Mixtape by Lil Wayne
- Released: April 13, 2007
- Recorded: 2006–2007
- Genre: Hip hop
- Length: 108:06
- Label: Young Money * Cash Money
- Producer: Various AllDay; The Beatstaz; Beyoncé; Black Elvis; Blackout Movement; Butta; Cameron Wallace; Danger Mouse; Danja; Digga; DJ Khaled; DJ Toomp; Dr. Dre; Edward Hinson; Havoc; Jeff Page; Just Blaze; Kanye West; L.E.S.; Lil' C; Lil Jon; Mannie Fresh; Mike Moosh; Mouse; Myke Diesel; Nealante; Polow da Don; Pro J; Rashad Smith; Robin Thicke; Rodney O & Joe Cooley; The Runners; Scott Storch; Sean Garrett; Ski; Swizz Beatz; Terry Allen; T-Mix; Trackmasters; Unk; Wyldfyer;

Lil Wayne chronology
| Like Father, Like Son (2006) | Da Drought 3 (2007) | The Leak (2007) |

= Da Drought 3 =

Da Drought 3 is the seventh mixtape by Lil Wayne, released on April 13, 2007.

== Background ==
This is the third in the trilogy of mixtapes in Da Drought series. Released in 2007, the mixtape was delayed slightly as a result of Wayne's last-minute decision to add songs to the album's second disc. The album is available as a free legal download. It only contains remixes of other songs. It is noted for Lil Wayne's use of similes, liquid non sequiturs, and metaphors.

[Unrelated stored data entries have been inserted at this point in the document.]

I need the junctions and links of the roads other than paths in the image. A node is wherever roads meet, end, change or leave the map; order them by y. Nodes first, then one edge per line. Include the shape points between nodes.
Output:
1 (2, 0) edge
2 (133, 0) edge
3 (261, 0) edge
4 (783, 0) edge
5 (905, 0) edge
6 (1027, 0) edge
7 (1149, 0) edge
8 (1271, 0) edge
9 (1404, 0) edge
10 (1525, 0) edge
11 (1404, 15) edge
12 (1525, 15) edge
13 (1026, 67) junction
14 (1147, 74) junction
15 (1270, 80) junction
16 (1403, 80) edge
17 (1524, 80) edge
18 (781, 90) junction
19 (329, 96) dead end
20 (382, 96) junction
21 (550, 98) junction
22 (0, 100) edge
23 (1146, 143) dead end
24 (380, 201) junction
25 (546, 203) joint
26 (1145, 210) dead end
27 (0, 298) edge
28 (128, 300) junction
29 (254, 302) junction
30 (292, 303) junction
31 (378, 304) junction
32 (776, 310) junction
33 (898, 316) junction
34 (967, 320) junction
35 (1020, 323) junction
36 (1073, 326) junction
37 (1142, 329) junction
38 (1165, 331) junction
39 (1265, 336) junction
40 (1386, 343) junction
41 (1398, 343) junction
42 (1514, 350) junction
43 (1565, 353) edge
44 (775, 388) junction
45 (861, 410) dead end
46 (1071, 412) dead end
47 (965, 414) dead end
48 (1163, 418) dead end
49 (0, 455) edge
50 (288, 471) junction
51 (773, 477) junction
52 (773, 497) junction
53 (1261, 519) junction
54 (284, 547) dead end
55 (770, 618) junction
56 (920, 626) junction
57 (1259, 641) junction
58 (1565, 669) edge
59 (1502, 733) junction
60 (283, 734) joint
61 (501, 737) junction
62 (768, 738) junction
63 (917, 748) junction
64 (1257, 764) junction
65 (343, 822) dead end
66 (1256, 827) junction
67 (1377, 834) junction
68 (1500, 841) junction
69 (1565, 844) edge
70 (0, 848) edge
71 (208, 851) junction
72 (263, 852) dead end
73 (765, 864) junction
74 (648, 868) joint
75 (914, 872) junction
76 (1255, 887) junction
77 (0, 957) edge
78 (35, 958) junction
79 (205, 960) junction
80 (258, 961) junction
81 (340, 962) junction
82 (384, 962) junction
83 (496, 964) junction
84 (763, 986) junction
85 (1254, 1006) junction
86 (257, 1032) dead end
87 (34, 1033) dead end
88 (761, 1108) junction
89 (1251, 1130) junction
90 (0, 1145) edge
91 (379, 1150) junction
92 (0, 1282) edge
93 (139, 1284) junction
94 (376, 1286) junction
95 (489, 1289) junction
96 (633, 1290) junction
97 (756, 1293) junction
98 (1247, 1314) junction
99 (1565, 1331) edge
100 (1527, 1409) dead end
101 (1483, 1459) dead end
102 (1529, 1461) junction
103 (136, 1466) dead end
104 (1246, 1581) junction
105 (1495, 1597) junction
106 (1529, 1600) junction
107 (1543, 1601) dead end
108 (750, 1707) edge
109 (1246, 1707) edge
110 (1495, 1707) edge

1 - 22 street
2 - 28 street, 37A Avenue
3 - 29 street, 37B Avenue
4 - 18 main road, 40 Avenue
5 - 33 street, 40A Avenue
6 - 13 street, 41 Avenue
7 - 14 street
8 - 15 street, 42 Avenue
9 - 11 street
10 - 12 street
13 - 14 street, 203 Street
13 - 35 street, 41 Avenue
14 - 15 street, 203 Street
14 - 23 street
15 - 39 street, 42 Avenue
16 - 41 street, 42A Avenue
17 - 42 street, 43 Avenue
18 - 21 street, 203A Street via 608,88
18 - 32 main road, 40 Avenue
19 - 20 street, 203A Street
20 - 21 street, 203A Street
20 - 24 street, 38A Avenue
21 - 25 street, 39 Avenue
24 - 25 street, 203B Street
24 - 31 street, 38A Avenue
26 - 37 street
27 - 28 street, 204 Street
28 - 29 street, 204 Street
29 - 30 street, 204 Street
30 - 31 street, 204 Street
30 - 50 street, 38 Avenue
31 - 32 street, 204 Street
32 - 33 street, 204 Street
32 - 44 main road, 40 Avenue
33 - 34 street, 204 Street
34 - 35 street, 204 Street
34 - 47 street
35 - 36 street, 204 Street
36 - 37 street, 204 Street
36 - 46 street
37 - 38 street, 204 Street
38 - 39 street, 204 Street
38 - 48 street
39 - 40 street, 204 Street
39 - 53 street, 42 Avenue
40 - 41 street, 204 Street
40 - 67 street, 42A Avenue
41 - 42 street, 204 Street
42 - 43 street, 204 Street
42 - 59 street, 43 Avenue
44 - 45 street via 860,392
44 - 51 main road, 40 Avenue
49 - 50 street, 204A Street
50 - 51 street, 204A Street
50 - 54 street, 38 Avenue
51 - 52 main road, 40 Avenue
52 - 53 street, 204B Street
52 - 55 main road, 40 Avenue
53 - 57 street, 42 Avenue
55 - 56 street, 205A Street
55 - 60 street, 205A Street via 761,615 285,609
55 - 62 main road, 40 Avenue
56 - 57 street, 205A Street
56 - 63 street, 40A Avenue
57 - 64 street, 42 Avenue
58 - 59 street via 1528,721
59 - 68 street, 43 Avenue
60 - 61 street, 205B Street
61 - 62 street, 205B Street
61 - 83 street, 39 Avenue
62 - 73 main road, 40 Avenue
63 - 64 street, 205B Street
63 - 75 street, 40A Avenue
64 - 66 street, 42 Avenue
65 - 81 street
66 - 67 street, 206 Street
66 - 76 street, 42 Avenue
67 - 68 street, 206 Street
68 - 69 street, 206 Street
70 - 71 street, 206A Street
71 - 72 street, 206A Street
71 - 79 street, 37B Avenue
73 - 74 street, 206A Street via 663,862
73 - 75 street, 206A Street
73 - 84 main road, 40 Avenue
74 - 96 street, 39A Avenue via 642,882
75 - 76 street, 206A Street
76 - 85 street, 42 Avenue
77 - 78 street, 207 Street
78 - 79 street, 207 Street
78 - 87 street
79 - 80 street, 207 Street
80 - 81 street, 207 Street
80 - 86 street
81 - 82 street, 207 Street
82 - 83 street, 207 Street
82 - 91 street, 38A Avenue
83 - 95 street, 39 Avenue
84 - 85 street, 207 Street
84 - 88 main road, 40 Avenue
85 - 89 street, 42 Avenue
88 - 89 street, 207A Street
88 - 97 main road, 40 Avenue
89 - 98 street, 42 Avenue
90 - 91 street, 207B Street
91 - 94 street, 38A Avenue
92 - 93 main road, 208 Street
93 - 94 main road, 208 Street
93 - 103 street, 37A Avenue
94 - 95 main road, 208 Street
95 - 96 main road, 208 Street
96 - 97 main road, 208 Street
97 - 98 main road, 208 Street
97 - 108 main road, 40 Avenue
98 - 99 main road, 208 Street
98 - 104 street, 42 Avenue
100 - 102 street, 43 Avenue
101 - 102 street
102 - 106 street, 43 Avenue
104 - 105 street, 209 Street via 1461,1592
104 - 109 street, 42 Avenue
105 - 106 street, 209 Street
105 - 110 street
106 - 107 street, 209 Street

When speaking to MTV about the double mixtape, Lil Wayne stated that he did not plan on two discs being released until he found how many songs he had recorded. He also stated he did not have a preconceived plan on how to choose the songs:

The radio be on and whatever song comes on, add that instrumental to it.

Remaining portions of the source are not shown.